Maternal anthropometry in relation to birth weight of newborn: A prospective hospital based study
Background: Birth weight of neonate is probably the most important factor that affects the future survival and quality of life of
the neonates. Objective: To study the maternal anthropometric parameters in relation to birth weight of neonate. Methods: This
observational case-control study was conducted in a tertiary care teaching hospital in central India from March 2013 to September 2014.
Low birth weight (LBW) neonates (<2.5 kg) and their mothers were taken as cases, and normal birth weight (NBW) neonates (≥2.5 kg)
and their mothers were taken as controls. Data regarding demographic profile, maternal and neonatal anthropometry, antenatal, and natal
events were recorded. Results: Of total 600 subjects, 300 neonates were LBW (cases) and 300 were NBW (controls). Mean birth weight
was 2.05±0.252 kg (in cases) and 2.9±0.295 kg (in control). The weight of 59.3% mothers in the case group was below 50 kg (odds ratio
[OR] - 3.4) and height was <150 cm (OR - 1.22). Mean maternal body mass index (BMI) in study and control group was 21.73±0.25
and 22.06±0.87, respectively (p<0.0677).

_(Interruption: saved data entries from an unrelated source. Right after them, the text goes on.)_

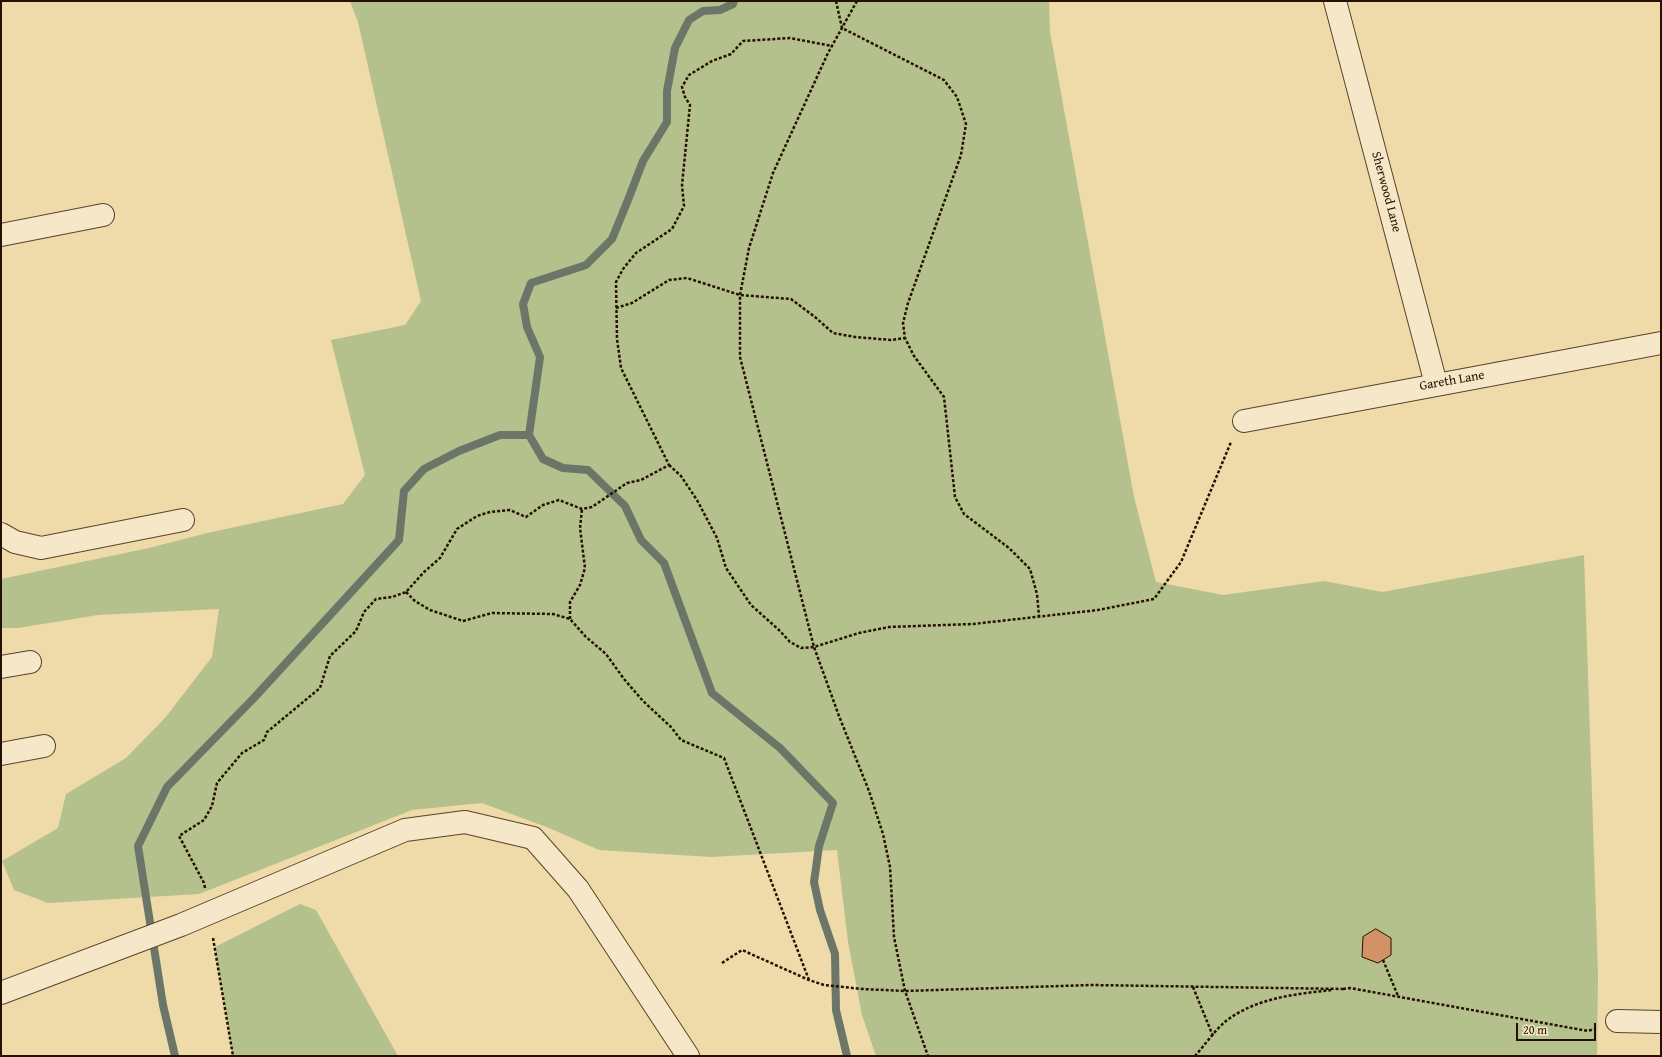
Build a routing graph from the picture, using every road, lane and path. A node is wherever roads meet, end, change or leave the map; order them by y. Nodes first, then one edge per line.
1 (836, 1) edge
2 (857, 1) edge
3 (1335, 1) edge
4 (842, 28) junction
5 (832, 46) junction
6 (102, 215) dead end
7 (1, 235) edge
8 (740, 295) junction
9 (616, 308) junction
10 (905, 338) junction
11 (1661, 343) edge
12 (1436, 384) junction
13 (1244, 421) joint
14 (669, 466) junction
15 (582, 509) junction
16 (183, 520) dead end
17 (1, 534) edge
18 (406, 592) junction
19 (1039, 617) junction
20 (570, 619) junction
21 (814, 647) junction
22 (30, 662) dead end
23 (1, 667) edge
24 (44, 746) dead end
25 (1, 754) edge
26 (209, 913) junction
27 (1383, 960) dead end
28 (722, 964) dead end
29 (809, 980) junction
30 (1193, 987) junction
31 (1344, 989) junction
32 (905, 991) junction
33 (1, 993) edge
34 (1398, 996) junction
35 (1617, 1021) joint
36 (1661, 1022) edge
37 (1213, 1036) junction
38 (234, 1056) edge
39 (688, 1056) edge
40 (928, 1056) edge
41 (1195, 1056) edge

1 - 4 path
2 - 4 path
3 - 12 street, Sherwood Lane
4 - 5 path
4 - 10 path
5 - 8 path
5 - 9 path
6 - 7 street
8 - 9 path
8 - 10 path
8 - 21 path
9 - 14 path
10 - 19 path
11 - 12 street, Gareth Lane
12 - 13 street, Gareth Lane
13 - 19 path
14 - 15 path
14 - 21 path
15 - 18 path
15 - 20 path
16 - 17 street
18 - 20 path
18 - 26 path
19 - 21 path
20 - 29 path
21 - 32 path
22 - 23 street
24 - 25 street
26 - 33 street
26 - 38 path
26 - 39 street
27 - 34 path
28 - 29 path
29 - 32 path
30 - 31 path
30 - 32 path
30 - 37 path
31 - 34 path
31 - 37 path
32 - 40 path
34 - 35 path
35 - 36 street
37 - 41 path

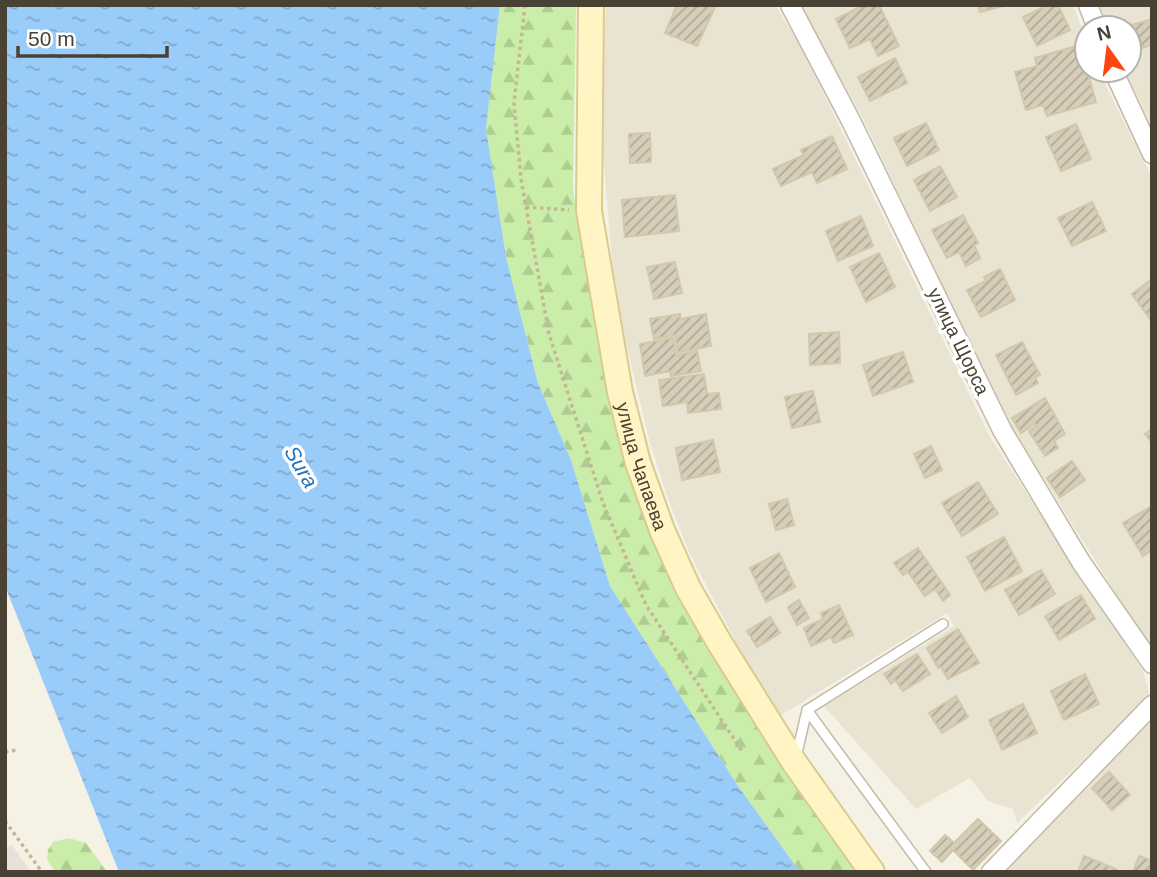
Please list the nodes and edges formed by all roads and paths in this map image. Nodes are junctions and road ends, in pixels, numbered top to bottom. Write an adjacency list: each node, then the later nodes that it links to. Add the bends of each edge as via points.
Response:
1 (525, 5): 6 (path, via 514,103)
2 (591, 5): 7 (street, улица Чапаева)
3 (790, 5): 9 (street, улица Щорса, via 852,121 1002,430 1081,562)
4 (1120, 84): 5 (street)
5 (1152, 154)
6 (526, 207): 7 (path); 13 (path, via 549,334 603,503 646,605)
7 (589, 211): 15 (street, улица Чапаева, via 620,391 638,463 662,530 713,631)
8 (943, 624): 11 (lane)
9 (1152, 664)
10 (1152, 705): 20 (street)
11 (807, 710): 15 (lane); 19 (lane)
12 (17, 750): 14 (path)
13 (742, 751)
14 (5, 752)
15 (794, 762): 18 (street, улица Чапаева)
16 (5, 821): 17 (path)
17 (42, 872)
18 (872, 872)
19 (926, 872)
20 (991, 872)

BMI ranged from 21.5 to 22 in 85% of NBW and 19% of LBW neonates, and from 22.1 to
22.9 in 81% of LBW and 15% of NBW babies. Mean maternal mid-upper arm circumference (MUAC) in this study and control group
were 20±2.13 cm and 25.5±1.36 cm, respectively (p<0.0001). Maternal MUAC was 19-23 cm in 81% of LBW babies and 23-27 cm in
mothers of NBW babies (OR - 24). Conclusion: MUAC can be used as an easy cost-effective tool to identify mother at risk of delivering
LBW babies so that they can be subjected appropriate care intervention at hospital and home to improve the perinatal outcome.